Number of lines below with the word "Crescent": give it and nothing more.

━━━ Task inputs

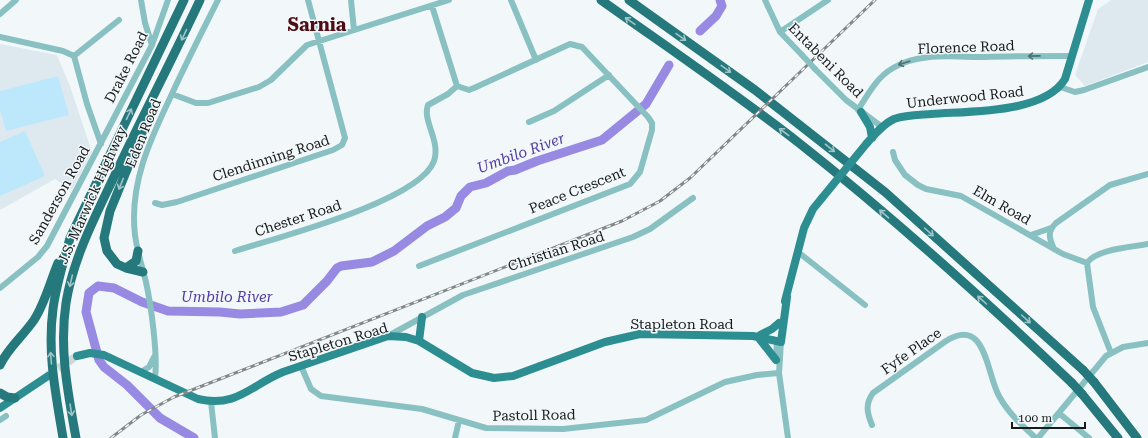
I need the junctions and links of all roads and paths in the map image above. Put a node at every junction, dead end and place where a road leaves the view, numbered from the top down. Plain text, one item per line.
1 (16, 0) edge
2 (141, 0) edge
3 (168, 0) edge
4 (180, 0) edge
5 (184, 0) edge
6 (200, 0) edge
7 (218, 0) edge
8 (308, 0) edge
9 (351, 0) edge
10 (449, 0) edge
11 (511, 0) edge
12 (601, 0) edge
13 (629, 0) edge
14 (765, 0) edge
15 (828, 0) edge
16 (1089, 0) edge
17 (436, 4) edge
18 (0, 14) edge
19 (119, 20) dead end
20 (354, 30) junction
21 (168, 31) junction
22 (780, 32) junction
23 (0, 37) edge
24 (319, 40) junction
25 (152, 45) junction
26 (74, 56) junction
27 (1073, 56) junction
28 (536, 60) junction
29 (1148, 67) edge
30 (167, 70) junction
31 (609, 75) junction
32 (457, 86) junction
33 (1060, 87) junction
34 (172, 94) junction
35 (860, 111) junction
36 (530, 122) dead end
37 (882, 127) junction
38 (870, 141) junction
39 (101, 144) junction
40 (893, 152) dead end
41 (1148, 174) edge
42 (693, 198) dead end
43 (155, 203) dead end
44 (1051, 228) junction
45 (1031, 235) junction
46 (70, 238) junction
47 (1148, 244) edge
48 (1054, 249) junction
49 (138, 251) junction
50 (235, 251) dead end
51 (798, 252) junction
52 (1087, 263) junction
53 (419, 266) dead end
54 (126, 268) junction
55 (143, 272) junction
56 (0, 288) edge
57 (787, 297) junction
58 (865, 305) dead end
59 (422, 317) junction
60 (779, 322) junction
61 (388, 336) junction
62 (757, 336) junction
63 (779, 338) junction
64 (419, 341) junction
65 (1148, 343) edge
66 (154, 353) junction
67 (1111, 353) junction
68 (76, 356) tunnel mouth
69 (776, 360) junction
70 (0, 365) edge
71 (301, 366) junction
72 (779, 371) junction
73 (141, 372) junction
74 (48, 376) tunnel mouth
75 (156, 378) junction
76 (0, 393) edge
77 (15, 398) junction
78 (211, 402) junction
79 (0, 408) edge
80 (1060, 414) junction
81 (6, 416) dead end
82 (0, 420) edge
83 (459, 421) junction
84 (872, 426) dead end
85 (63, 438) edge
86 (76, 438) edge
87 (215, 438) edge
88 (455, 438) edge
89 (788, 438) edge
90 (1037, 438) edge
91 (1089, 438) edge
92 (1118, 438) edge
93 (1137, 438) edge

1 - 18 street
2 - 25 street
3 - 25 street, Drake Road
4 - 21 highway
5 - 21 highway
6 -> 30 highway, J.S. Marwick Highway
7 - 34 street, Eden Road
8 - 24 street, Clendinning Road
9 - 20 street
10 - 17 street
11 - 28 street
92 -> 12 highway, bridge
13 -> 93 highway, bridge
14 - 22 street, Entabeni Road
15 - 22 street
16 - 27 main road
17 - 20 street
17 - 32 street
19 - 26 street
20 - 24 street
46 -> 21 highway, J.S. Marwick Highway
22 - 35 street, Entabeni Road, bridge
23 - 26 street
24 - 34 street
24 - 43 street, Clendinning Road
25 - 39 street, Drake Road
26 - 39 street
27 - 33 main road
27 -> 35 street, Florence Road
28 - 31 street, Peace Crescent
28 - 32 street
29 - 33 street
30 -> 54 highway
30 -> 86 highway, J.S. Marwick Highway
31 - 36 street
31 - 53 street, Peace Crescent
32 - 50 street, Chester Road
33 - 37 main road, Underwood Road
34 - 49 street, Eden Road
35 - 37 street, Entabeni Road
35 - 38 main road
37 - 38 main road, Underwood Road
38 - 51 main road, Underwood Road, bridge
39 - 56 street, Sanderson Road
40 - 45 street, Elm Road
41 - 44 street
42 - 59 street, Christian Road
44 - 45 street
44 - 48 street
45 - 48 street, Elm Road
46 - 70 highway
85 -> 46 highway, J.S. Marwick Highway
47 - 52 street
48 - 52 street, Elm Road
49 - 54 highway
49 - 55 street, Eden Road
51 - 57 main road, Underwood Road
51 - 58 street
52 - 67 street
54 - 55 highway
55 - 66 street, Eden Road
57 - 60 main road, Underwood Road
57 - 63 main road, Underwood Road
59 - 61 street, Christian Road
59 - 64 main road
60 - 62 main road
60 - 63 main road, Underwood Road
61 - 64 main road, Stapleton Road
61 - 71 main road, Stapleton Road
62 - 63 main road, Stapleton Road
62 - 64 main road, Stapleton Road
62 - 69 main road
63 - 69 street, Underwood Road
63 - 72 street, Underwood Road
65 - 67 street
66 - 73 street
66 - 75 street, Eden Road
67 - 80 street
68 - 73 main road, Stapleton Road
69 - 72 street, Underwood Road
71 - 78 main road, Stapleton Road
71 - 83 street, Pastoll Road
72 - 83 street, Pastoll Road
72 - 89 street, Underwood Road
73 - 75 main road, Stapleton Road
74 - 77 main road
75 - 78 main road, Stapleton Road
76 - 77 highway
77 - 79 main road
78 - 87 street
80 - 90 street
80 - 91 street
81 - 82 street
83 - 88 street
84 - 90 street, Fyfe Place

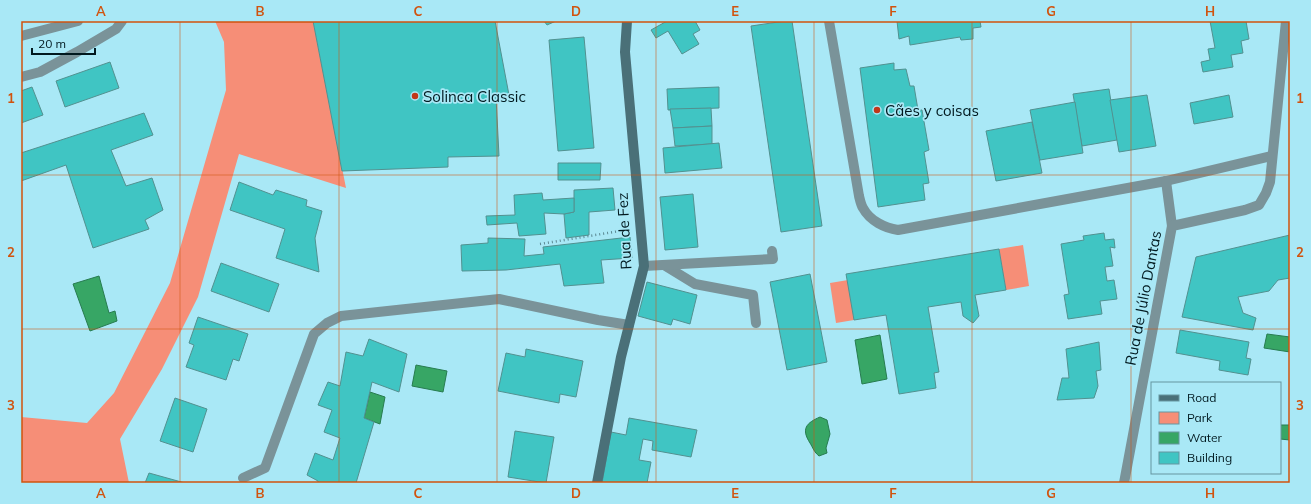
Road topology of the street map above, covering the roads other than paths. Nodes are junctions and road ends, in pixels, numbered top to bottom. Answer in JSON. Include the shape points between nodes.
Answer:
{"nodes":[{"id":1,"x":78,"y":21,"type":"edge"},
{"id":2,"x":122,"y":21,"type":"edge"},
{"id":3,"x":627,"y":21,"type":"edge"},
{"id":4,"x":829,"y":21,"type":"edge"},
{"id":5,"x":1286,"y":21,"type":"edge"},
{"id":6,"x":21,"y":36,"type":"edge"},
{"id":7,"x":21,"y":77,"type":"edge"},
{"id":8,"x":1271,"y":156,"type":"junction"},
{"id":9,"x":1166,"y":181,"type":"junction"},
{"id":10,"x":1172,"y":226,"type":"junction"},
{"id":11,"x":772,"y":251,"type":"dead end"},
{"id":12,"x":664,"y":265,"type":"junction"},
{"id":13,"x":644,"y":266,"type":"junction"},
{"id":14,"x":756,"y":323,"type":"dead end"},
{"id":15,"x":629,"y":325,"type":"junction"},
{"id":16,"x":243,"y":478,"type":"dead end"},
{"id":17,"x":597,"y":483,"type":"edge"},
{"id":18,"x":1124,"y":483,"type":"edge"}],
"edges":[{"from":1,"to":6,"type":"street"},
{"from":2,"to":7,"type":"street","via":[[116,29],[77,52],[40,72]]},
{"from":3,"to":13,"type":"street","name":"Rua de Fez","via":[[625,52]]},
{"from":4,"to":9,"type":"street","via":[[859,196],[863,209],[887,228],[898,230]]},
{"from":5,"to":8,"type":"street","name":"Rua de Júlio Dantas"},
{"from":8,"to":9,"type":"street"},
{"from":8,"to":10,"type":"street","name":"Rua de Júlio Dantas","via":[[1270,182],[1259,205]]},
{"from":9,"to":10,"type":"street"},
{"from":10,"to":18,"type":"street","name":"Rua de Júlio Dantas"},
{"from":11,"to":12,"type":"street","via":[[773,259]]},
{"from":12,"to":13,"type":"street"},
{"from":12,"to":14,"type":"street","via":[[695,284],[753,294]]},
{"from":13,"to":15,"type":"street","name":"Rua de Fez"},
{"from":15,"to":16,"type":"street","via":[[499,299],[341,316],[314,334],[265,468]]},
{"from":15,"to":17,"type":"street","name":"Rua de Fez"}]}
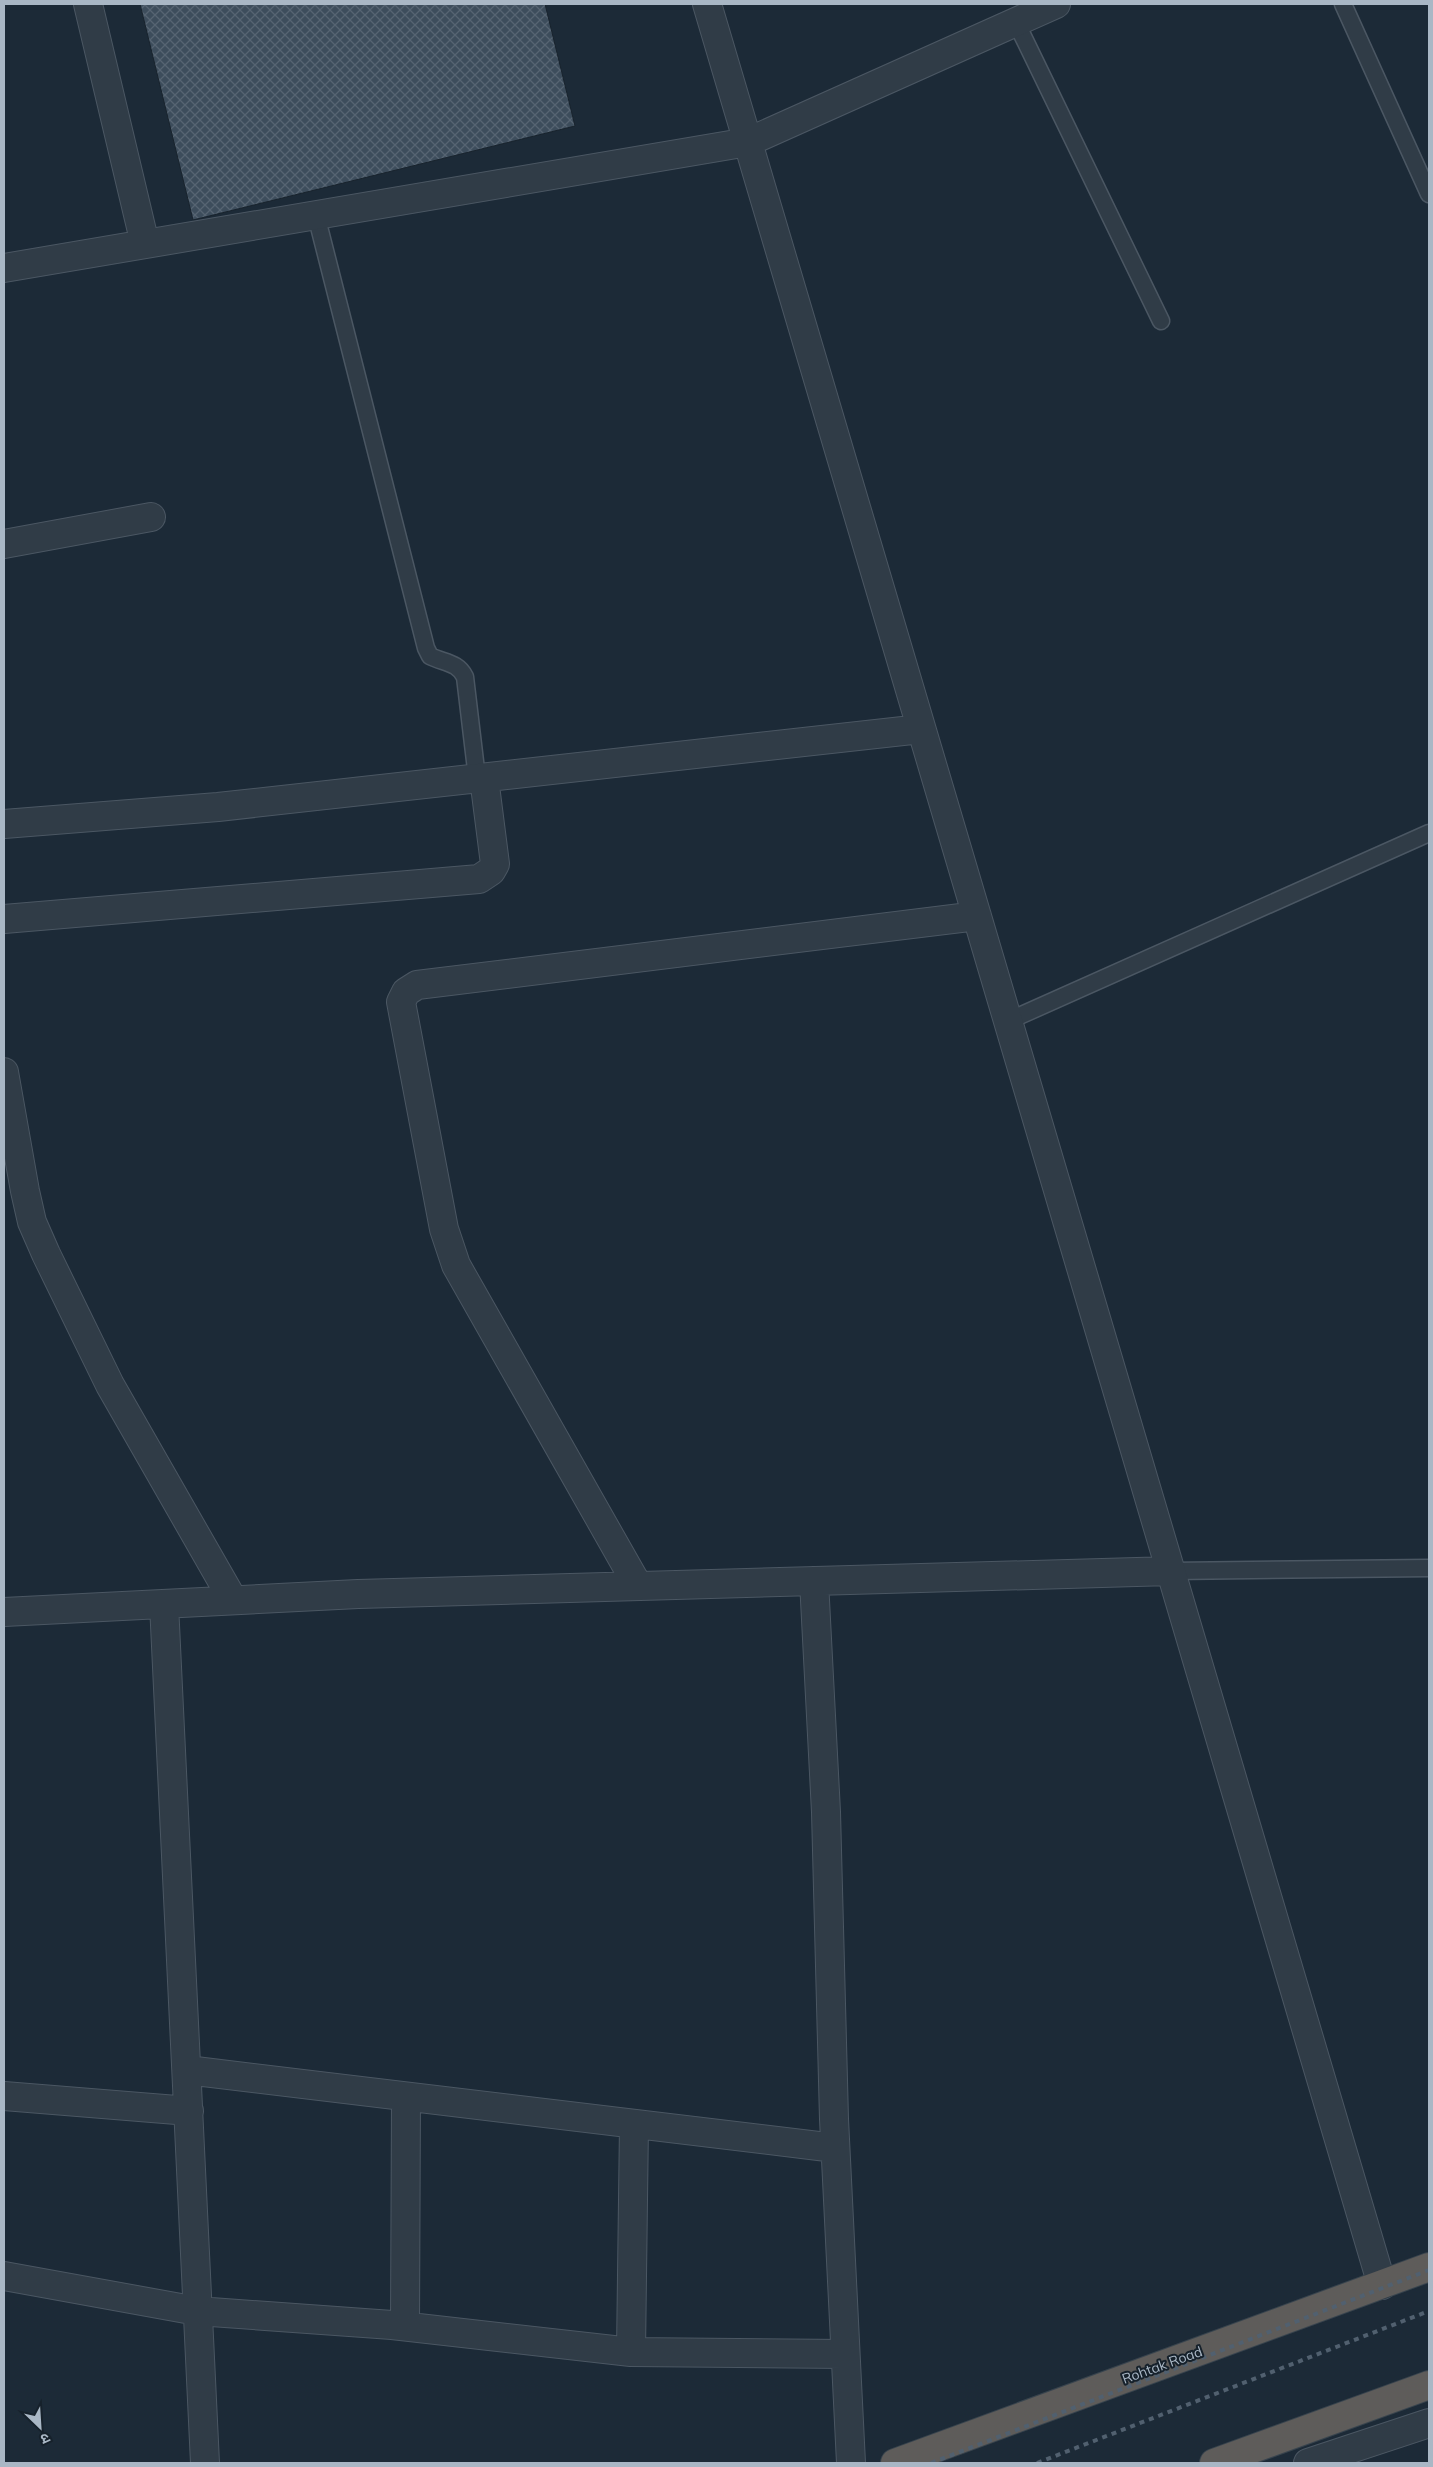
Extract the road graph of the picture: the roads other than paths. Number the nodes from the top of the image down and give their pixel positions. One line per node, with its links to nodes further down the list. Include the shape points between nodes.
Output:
1 (88, 4): 9 (street)
2 (707, 4): 6 (street)
3 (1056, 4): 5 (street)
4 (1343, 4): 7 (lane)
5 (1016, 22): 6 (street); 11 (lane)
6 (748, 142): 8 (street); 14 (street)
7 (1429, 194)
8 (316, 215): 9 (street); 15 (lane, via 426,648 430,656 455,665 465,677)
9 (145, 244): 10 (street)
10 (4, 268)
11 (1161, 321)
12 (151, 517): 13 (street)
13 (4, 544)
14 (922, 729): 15 (street); 18 (street)
15 (481, 778): 16 (street, via 218,808); 19 (street, via 495,864 491,872 479,879)
16 (4, 824)
17 (1429, 833): 20 (lane)
18 (977, 916): 20 (street); 25 (street, via 417,985 406,992 402,1002 444,1229 456,1265)
19 (4, 919)
20 (1008, 1021): 23 (street)
21 (4, 1072): 26 (street, via 32,1222 110,1385)
22 (1429, 1568): 23 (lane)
23 (1171, 1571): 24 (street); 37 (street)
24 (814, 1581): 25 (street); 34 (street, via 826,1812)
25 (638, 1586): 26 (street)
26 (233, 1600): 27 (street)
27 (164, 1604): 28 (street); 29 (street)
28 (4, 1612)
29 (188, 2070): 31 (street); 32 (street)
30 (4, 2096): 32 (street)
31 (406, 2096): 33 (street); 39 (street)
32 (189, 2111): 38 (street)
33 (634, 2124): 34 (street); 40 (street)
34 (835, 2148): 41 (street)
35 (1429, 2267): 37 (highway, Rohtak Road)
36 (4, 2276): 38 (street)
37 (1382, 2285): 46 (highway, Rohtak Road)
38 (197, 2311): 39 (street); 44 (street)
39 (405, 2326): 40 (street)
40 (631, 2352): 41 (street)
41 (845, 2354): 45 (street)
42 (1429, 2385): 47 (highway)
43 (1429, 2423): 48 (street)
44 (206, 2463)
45 (851, 2463)
46 (895, 2463)
47 (1214, 2463)
48 (1308, 2463)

━━━━━━

**Response to the exercise:**
2